Harsha Engineers Delivers ₹1,444 Cr Revenue in FY26, Eyes Double-Digit Growth
Harsha Engineers International has reported a consolidated engineering revenue of ₹1,444 crore for the fiscal year 2026, an increase from ₹1,269 crore in FY25. The company has projected double-digit top-line growth for FY27 and anticipates expanding its EBITDA margins over the next two to three years. This positive outlook is fueled by strong domestic momentum and diversification across its business segments.
FY26 Performance and Segment Highlights
The company concluded FY26 with a robust revenue of ₹1,444 crore. Key segments contributed significantly to this performance. The Bushing segment saw revenue reach ₹127 crore, marking a 25% growth. Sales to Japanese customers generated ₹73 crore, up 12%. The solar business also showed promise, contributing ₹183 crore in revenue and achieving a Profit After Tax (PAT) of ₹10.2 crore for the fiscal year.
Growth Drivers and Future Outlook
Harsha Engineers is projecting continued double-digit growth for FY27, with a specific target of mid-teens growth for its India engineering segment. Management expects EBITDA margins to expand by 100-200 basis points over the next two to three years, driven by an improved product mix and cost control measures. A significant new market opportunity is emerging from a design shift in wind gearboxes, moving from bearings to bushings.
Business Operations and Strategy
Harsha Engineers is a prominent manufacturer of precision bearing cages and complex metal stampings for sectors like automotive and solar. The company has strategically expanded its production capacity with a third facility in Bhayla, India. Growth initiatives also include a brownfield expansion of its steel cage production in China, set for completion in H2 FY28, and the ramp-up of its Advantek unit, which focuses on stampings and represents a key diversification strategy beyond its core bearing cage business.
Challenges and Risks
Despite the positive performance, challenges remain. The company's Romanian facility continues to operate at a loss with negative EBITDA, though management aims to improve this by increasing the steel cage mix. Persistent high inflation in Europe is impacting input costs for materials such as lubricants and plastics. The new Advantek unit, while showing positive EBITDA, recorded an INR 11.4 crore net loss in FY26 due to high depreciation and interest expenses from recent loans.
Competitive Landscape
Harsha Engineers operates in a competitive market. Rivals like Rolex Rings Ltd and NRB Bearings Ltd focus on rings and bearings, respectively. Triveni Bearings Ltd is another player in the bearing segment. Harsha Engineers' diversification into solar and its strong presence in bearing cages provide unique strategic advantages.

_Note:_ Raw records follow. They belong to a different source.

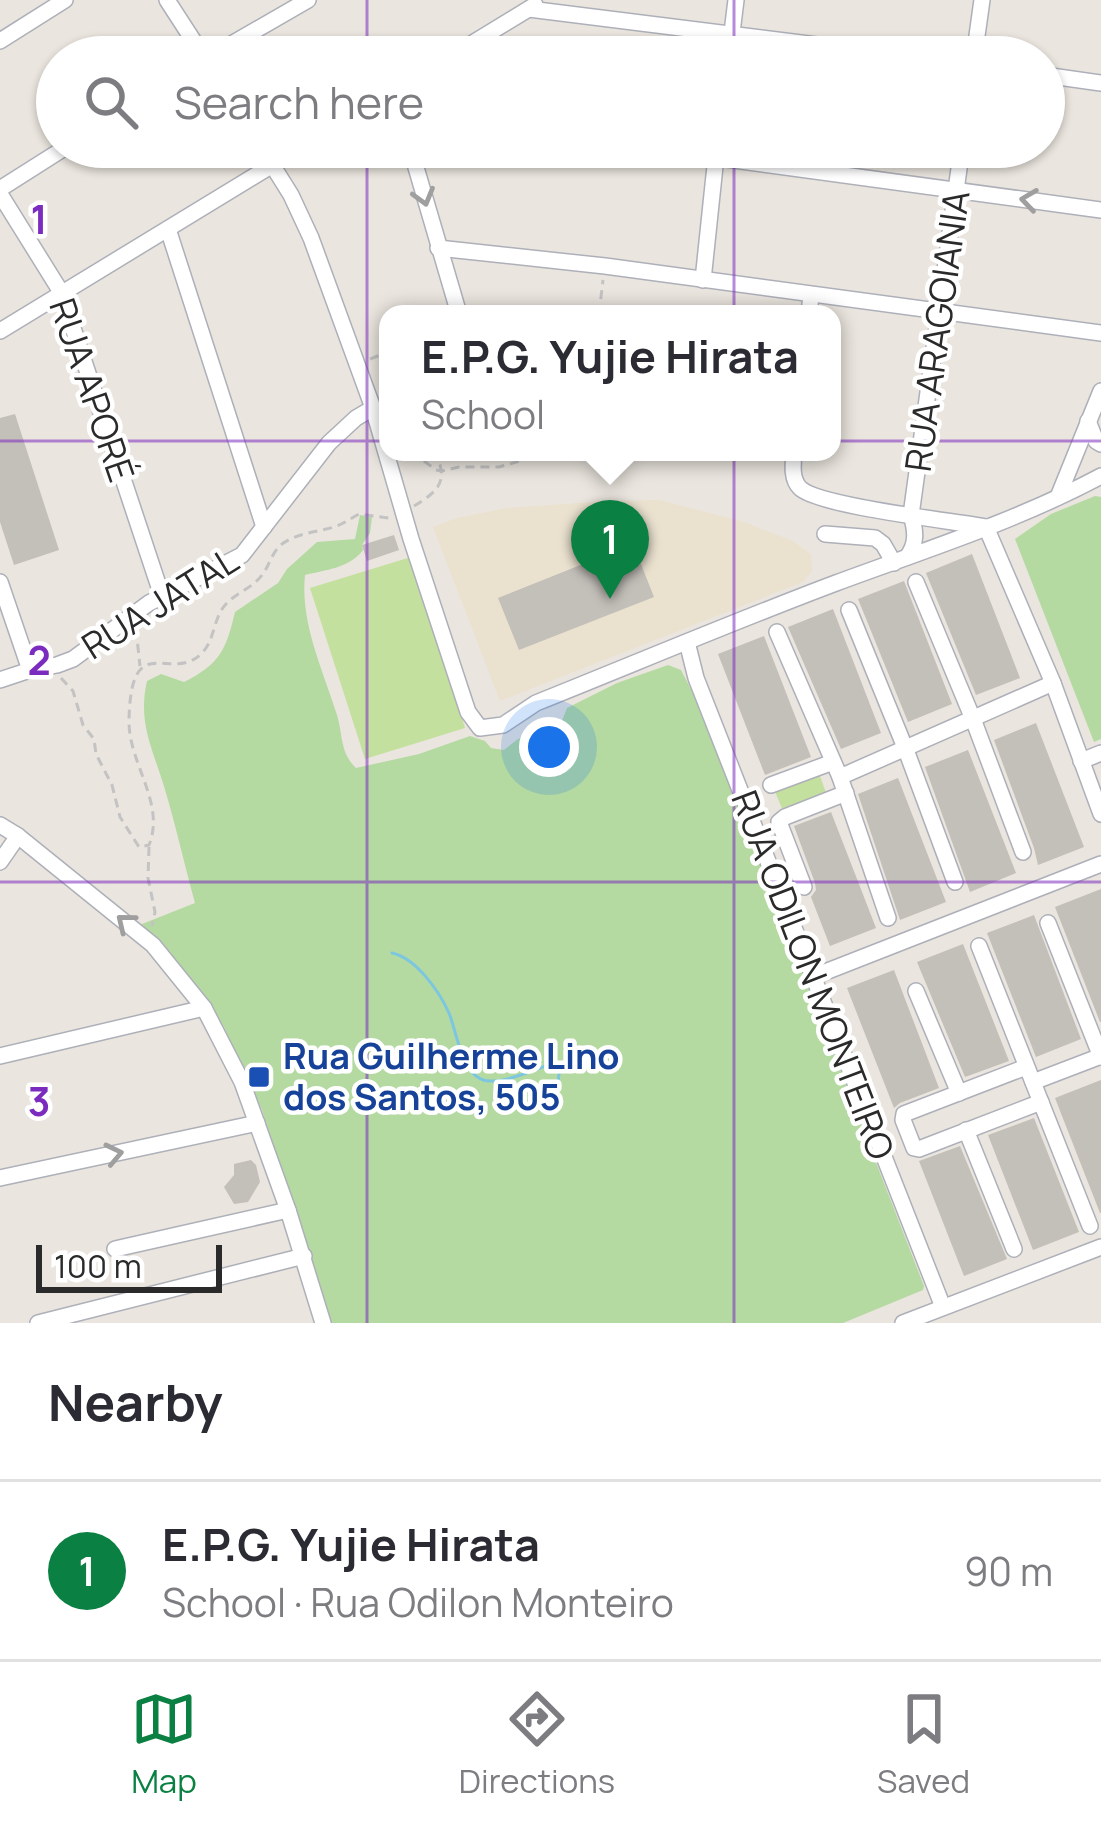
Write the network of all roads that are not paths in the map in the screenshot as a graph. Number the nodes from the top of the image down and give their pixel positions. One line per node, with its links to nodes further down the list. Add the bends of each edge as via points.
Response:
1 (65, 0): 16 (street)
2 (167, 0): 10 (street)
3 (308, 0): 11 (street)
4 (568, 0): 8 (street)
5 (736, 0): 9 (street)
6 (982, 0): 15 (street)
7 (532, 3): 8 (street); 12 (street)
8 (580, 15): 9 (street)
9 (732, 33): 13 (street); 14 (street)
10 (192, 36)
11 (244, 36)
12 (482, 36)
13 (732, 36)
14 (755, 36)
15 (977, 36)
16 (0, 40)
17 (1065, 78): 18 (street)
18 (1101, 82)
19 (36, 167): 27 (street)
20 (267, 168): 29 (street)
21 (274, 168): 40 (street, via 311,238)
22 (416, 168): 30 (street, one-way to 30)
23 (714, 168): 31 (street)
24 (817, 168): 26 (street)
25 (960, 168): 26 (street, RUA ARAGOIANIA)
26 (957, 190): 28 (street, one-way to 26); 36 (street, RUA ARAGOIANIA)
27 (0, 191): 32 (street, RUA APORÉ)
28 (1101, 210)
29 (168, 229): 32 (street); 50 (street)
30 (438, 248): 31 (street); 34 (street)
31 (703, 280): 33 (street)
32 (61, 292): 37 (street); 56 (street, RUA APORÉ)
33 (812, 296): 35 (street); 36 (street)
34 (456, 305)
35 (810, 305)
36 (938, 312): 38 (street); 49 (street, RUA ARAGOIANIA)
37 (0, 331)
38 (1101, 333)
39 (1101, 391): 41 (street)
40 (373, 408): 42 (street); 50 (street, RUA JATAL, via 329,443)
41 (1088, 421): 43 (street); 48 (street)
42 (379, 429)
43 (1101, 445)
44 (388, 461): 59 (street, via 479,728 502,725 536,703)
45 (794, 461): 49 (street, via 805,492)
46 (1101, 476): 48 (street)
47 (1101, 488): 48 (street)
48 (1063, 496): 51 (street)
49 (911, 515): 51 (street); 53 (street, RUA ARAGOIANIA, via 914,548)
50 (263, 527): 56 (street, RUA JATAL, via 242,555)
51 (986, 527): 53 (street); 62 (street)
52 (825, 534): 53 (street, via 874,538)
53 (900, 561): 59 (street)
54 (0, 581): 60 (street)
55 (916, 582): 63 (street)
56 (162, 596): 60 (street, RUA JATAL, via 92,647)
57 (849, 610): 64 (street)
58 (777, 632): 67 (street)
59 (687, 642): 80 (street, RUA ODILON MONTEIRO)
60 (30, 670): 61 (street, RUA JATAL)
61 (0, 680)
62 (1053, 683): 63 (street); 66 (street)
63 (973, 719): 64 (street); 72 (street)
64 (906, 750): 67 (street); 75 (street)
65 (1101, 753): 66 (street)
66 (1082, 761): 69 (street)
67 (840, 778): 68 (street); 76 (street, via 779,822); 77 (street)
68 (771, 785)
69 (1101, 814)
70 (0, 825): 71 (street)
71 (18, 836): 73 (street); 82 (street, one-way to 71, via 153,945)
72 (1023, 852)
73 (0, 862)
74 (1101, 864): 80 (street)
75 (955, 883)
76 (804, 887)
77 (888, 918)
78 (1048, 923): 84 (street)
79 (979, 946): 85 (street)
80 (814, 976): 97 (street, RUA ODILON MONTEIRO)
81 (916, 991): 86 (street)
82 (204, 1008): 83 (street); 88 (street)
83 (0, 1056)
84 (1101, 1057): 85 (street)
85 (1029, 1074): 86 (street); 87 (street)
86 (959, 1093): 89 (street, via 903,1120 916,1149)
87 (1041, 1102): 89 (street); 92 (street)
88 (257, 1123): 90 (street, one-way to 88); 91 (street)
89 (965, 1130): 95 (street)
90 (0, 1178)
91 (288, 1210): 94 (street); 96 (street)
92 (1090, 1226)
93 (1101, 1246): 97 (street)
94 (115, 1249)
95 (1014, 1249)
96 (304, 1256): 98 (street); 100 (street)
97 (943, 1307): 101 (street)
98 (98, 1317): 99 (street)
99 (38, 1323)
100 (323, 1323)
101 (903, 1323)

Looking Ahead: Key Milestones
Shareholders will be watching the successful commissioning and operational ramp-up of the brownfield expansion in China for steel cages. The turnaround plan for the Romanian facility, focusing on increasing the steel cage mix to 30-35%, is also a key focus. The company's ability to improve the profitability of the Advantek unit as capacity utilization rises and depreciation/interest burdens potentially normalize will be closely monitored. Achieving the projected mid-teens growth in the India engineering segment for FY27 and the 100-200 basis point EBITDA margin expansion targets over the next 2-3 years are critical milestones, alongside the growth trajectory of the solar business.